Pour ceux qui n’étaient pas là il y a un an et qui s’engouffrent dans la rue Saint-Michel, difficile de s’imaginer ce qu’il s’est passé en octobre 2023 au n°21, dans l’ex bar Le Sedanais. Les scellés ont été enlevés et les voitures continuent à stationner devant l’ancien débit de boissons malgré l’inscription sur la porte et le fait que l’immeuble soit inhabité.

Pourtant, pour les commerçants du secteur, il est encore difficile de passer à autre chose.

« Comment peut-on oublier, quand on se trouve dans la même rue ? », nous répond Selçuk Kaval, le gérant du Dervich kebab, situé au 26, rue Saint-Michel, dont le restaurant fait face au bar le Sedanais. Le restaurateur connaissait la fillette disparue, ainsi que ses frères et ses parents. « On les voyait souvent passer dans la rue. Ils vivaient à côté d’ici. C’étaient aussi des clients », confie Selçuk, encore marqué par le meurtre de Loana.

« J’ai aussi les clients qui m’en parlent. Ils veulent savoir si on a des nouvelles des frères de Loana. Parce que ces mêmes clients, en passant devant ce bar, forcément y pensent. » Selçuk reconnaît que lui-même y pense constamment. « C’est vrai que je suis encore choqué. Quand je vois que je ne suis pas capable de me garer devant, ça me dégoûte trop. Avant, quand il n’y avait pas de place, je me garais là. »

La peur s’est installée depuis ce qui s’est passé dans cette maison des horreurs
Sofiane Beddiaf, responsable de Tutto Pasta

« Mon fils ne passe plus dans cette rue, pour rentrer à la maison. D’une manière, il est encore marqué. En même temps, il connaissait Loana et ses frères. Il jouait avec eux devant le restaurant », raconte Sofiane Beddiaf, le responsable de Tutto Pasta, qui se souvient que la fratrie aimait se retrouver devant son établissement sur la place Crussy pour y jouer.

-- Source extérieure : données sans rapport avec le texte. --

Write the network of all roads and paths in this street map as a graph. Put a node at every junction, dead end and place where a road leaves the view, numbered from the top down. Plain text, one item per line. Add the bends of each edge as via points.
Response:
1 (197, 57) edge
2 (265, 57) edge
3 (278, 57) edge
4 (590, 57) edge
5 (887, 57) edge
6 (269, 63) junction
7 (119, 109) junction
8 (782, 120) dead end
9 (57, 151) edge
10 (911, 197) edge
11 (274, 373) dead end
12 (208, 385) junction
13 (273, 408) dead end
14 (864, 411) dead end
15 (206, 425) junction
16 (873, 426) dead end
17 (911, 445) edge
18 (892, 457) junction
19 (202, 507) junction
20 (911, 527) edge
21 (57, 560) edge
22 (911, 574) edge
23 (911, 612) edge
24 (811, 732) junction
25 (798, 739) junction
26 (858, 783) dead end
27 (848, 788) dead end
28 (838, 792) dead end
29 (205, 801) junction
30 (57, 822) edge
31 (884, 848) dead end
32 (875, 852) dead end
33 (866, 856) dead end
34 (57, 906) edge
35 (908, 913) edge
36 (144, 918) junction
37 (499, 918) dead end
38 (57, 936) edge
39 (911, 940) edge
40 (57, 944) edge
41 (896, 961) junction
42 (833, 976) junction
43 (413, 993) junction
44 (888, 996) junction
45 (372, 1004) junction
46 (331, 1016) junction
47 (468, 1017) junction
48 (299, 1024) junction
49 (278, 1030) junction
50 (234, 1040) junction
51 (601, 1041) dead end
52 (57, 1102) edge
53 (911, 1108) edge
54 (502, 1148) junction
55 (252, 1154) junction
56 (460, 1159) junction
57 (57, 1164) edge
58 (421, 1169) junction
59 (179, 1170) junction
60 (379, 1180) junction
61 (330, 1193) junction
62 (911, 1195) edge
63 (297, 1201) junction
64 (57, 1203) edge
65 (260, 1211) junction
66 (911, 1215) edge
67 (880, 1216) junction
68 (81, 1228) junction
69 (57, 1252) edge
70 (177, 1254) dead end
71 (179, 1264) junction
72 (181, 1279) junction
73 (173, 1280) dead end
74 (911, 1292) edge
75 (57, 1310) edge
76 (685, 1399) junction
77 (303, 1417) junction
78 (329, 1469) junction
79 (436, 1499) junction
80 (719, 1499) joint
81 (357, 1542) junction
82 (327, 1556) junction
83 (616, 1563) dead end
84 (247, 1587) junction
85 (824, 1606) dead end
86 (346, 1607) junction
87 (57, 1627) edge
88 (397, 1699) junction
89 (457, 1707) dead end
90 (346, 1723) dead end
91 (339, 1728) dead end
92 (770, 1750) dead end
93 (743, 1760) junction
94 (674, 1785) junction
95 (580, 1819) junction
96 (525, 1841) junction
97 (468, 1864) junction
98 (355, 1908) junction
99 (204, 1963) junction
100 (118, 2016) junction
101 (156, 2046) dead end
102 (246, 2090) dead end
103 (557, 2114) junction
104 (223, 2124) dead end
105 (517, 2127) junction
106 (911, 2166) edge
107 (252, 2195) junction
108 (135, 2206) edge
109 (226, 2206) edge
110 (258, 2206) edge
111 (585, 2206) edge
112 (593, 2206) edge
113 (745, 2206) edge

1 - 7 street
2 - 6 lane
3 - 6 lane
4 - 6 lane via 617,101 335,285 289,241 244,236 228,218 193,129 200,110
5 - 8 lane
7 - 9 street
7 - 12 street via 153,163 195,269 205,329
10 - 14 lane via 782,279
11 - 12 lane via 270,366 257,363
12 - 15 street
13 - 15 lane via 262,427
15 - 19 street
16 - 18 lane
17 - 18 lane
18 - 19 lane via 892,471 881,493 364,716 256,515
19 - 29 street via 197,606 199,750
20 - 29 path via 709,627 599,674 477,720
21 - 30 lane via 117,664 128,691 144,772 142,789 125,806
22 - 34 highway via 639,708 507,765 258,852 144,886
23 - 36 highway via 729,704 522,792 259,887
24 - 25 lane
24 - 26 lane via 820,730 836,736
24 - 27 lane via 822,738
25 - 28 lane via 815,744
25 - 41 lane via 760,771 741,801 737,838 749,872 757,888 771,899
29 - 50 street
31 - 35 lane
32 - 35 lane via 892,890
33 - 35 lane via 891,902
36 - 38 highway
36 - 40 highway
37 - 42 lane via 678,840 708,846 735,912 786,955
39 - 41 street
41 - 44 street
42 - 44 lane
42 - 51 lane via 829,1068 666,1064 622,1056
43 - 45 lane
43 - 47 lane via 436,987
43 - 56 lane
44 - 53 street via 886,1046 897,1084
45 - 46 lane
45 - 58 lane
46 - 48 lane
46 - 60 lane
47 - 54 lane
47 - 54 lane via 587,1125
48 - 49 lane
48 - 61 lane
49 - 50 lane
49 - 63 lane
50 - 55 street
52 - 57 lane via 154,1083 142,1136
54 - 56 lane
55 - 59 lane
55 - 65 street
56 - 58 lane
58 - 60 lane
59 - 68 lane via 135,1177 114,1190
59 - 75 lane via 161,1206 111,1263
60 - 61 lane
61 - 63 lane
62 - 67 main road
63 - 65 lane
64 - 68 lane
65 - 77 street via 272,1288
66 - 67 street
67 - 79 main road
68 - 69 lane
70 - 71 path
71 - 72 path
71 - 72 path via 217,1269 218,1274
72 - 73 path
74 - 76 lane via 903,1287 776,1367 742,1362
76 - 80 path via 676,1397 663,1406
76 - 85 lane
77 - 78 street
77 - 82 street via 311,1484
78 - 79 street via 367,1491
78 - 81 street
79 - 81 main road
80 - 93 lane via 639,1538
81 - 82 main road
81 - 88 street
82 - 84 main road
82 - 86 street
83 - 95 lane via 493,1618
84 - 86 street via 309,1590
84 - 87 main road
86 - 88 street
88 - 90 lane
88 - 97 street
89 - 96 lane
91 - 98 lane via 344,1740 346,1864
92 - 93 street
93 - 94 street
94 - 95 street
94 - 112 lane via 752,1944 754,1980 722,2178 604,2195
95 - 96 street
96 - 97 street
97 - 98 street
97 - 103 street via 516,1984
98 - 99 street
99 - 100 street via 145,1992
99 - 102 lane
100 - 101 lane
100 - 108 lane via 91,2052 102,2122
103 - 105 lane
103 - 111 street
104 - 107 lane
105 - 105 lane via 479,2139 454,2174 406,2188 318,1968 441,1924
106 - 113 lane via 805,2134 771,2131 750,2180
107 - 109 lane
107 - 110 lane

« Avant le drame, nous avions beaucoup d’enfants du centre ancien qui aimaient venir jouer ici. Mais aujourd’hui, les parents ne les laissent plus seuls comme avant. La peur s’est installée depuis ce qui s’est passé dans cette maison des horreurs », appuie Sofiane.

Et d’ajouter : « On pensait que ça n’arrivait que chez les autres, on a bien vu que ce n’est pas vrai. En plus, ça s’est passé à côté de chez nous, c’est arrivé à une enfant qu’on connaissait. »

« Ça fait mal au cœur pour ces pauvres gamins »

Salvador, que nous rencontrons en train de descendre la rue Saint-Michel, essaie d’aller de l’avant et de « continuer à vivre malgré tout ». Un peu plus loin, devant le hashtag des lettres de Sedan, Mathieu, accompagné de ses deux fillettes confie que « le temps a fait les choses et qu’on y pense moins », reconnaissant qu’avec des filles de l’âge de Loana, il s’est senti encore plus touché.

Pour Christophe, qui habite à 200 mètres du bar Le Sedanais, le traumatisme du drame n’est pas parti. « Ça me fout les boules, ça fait encore une mauvaise image de la ville », s’indigne-t-il. Son amie Virginie qui l’accompagne, poursuit et complète : « Je ne me sens pas en sécurité quand je quitte le soir à 20 heures. »

Marie-Thérèse, croisée en pleine marche, partage l’avis de Virginie : « Je me dépêche de rentrer maintenant, à partir d’une certaine heure, on ne sort plus. » Cette grand-mère se sent particulièrement touchée par ce drame : « J’ai déjà croisé Loana et ses frères, ça fait mal au cœur pour ces pauvres gamins. J’ai une petite-fille de l’âge de Loana, bien sûr que ça me touche toujours. Malheureusement, on n’y pense plus sinon on n’avance pas. Il faut sortir pour s’aérer, c’est pour ça que je marche. »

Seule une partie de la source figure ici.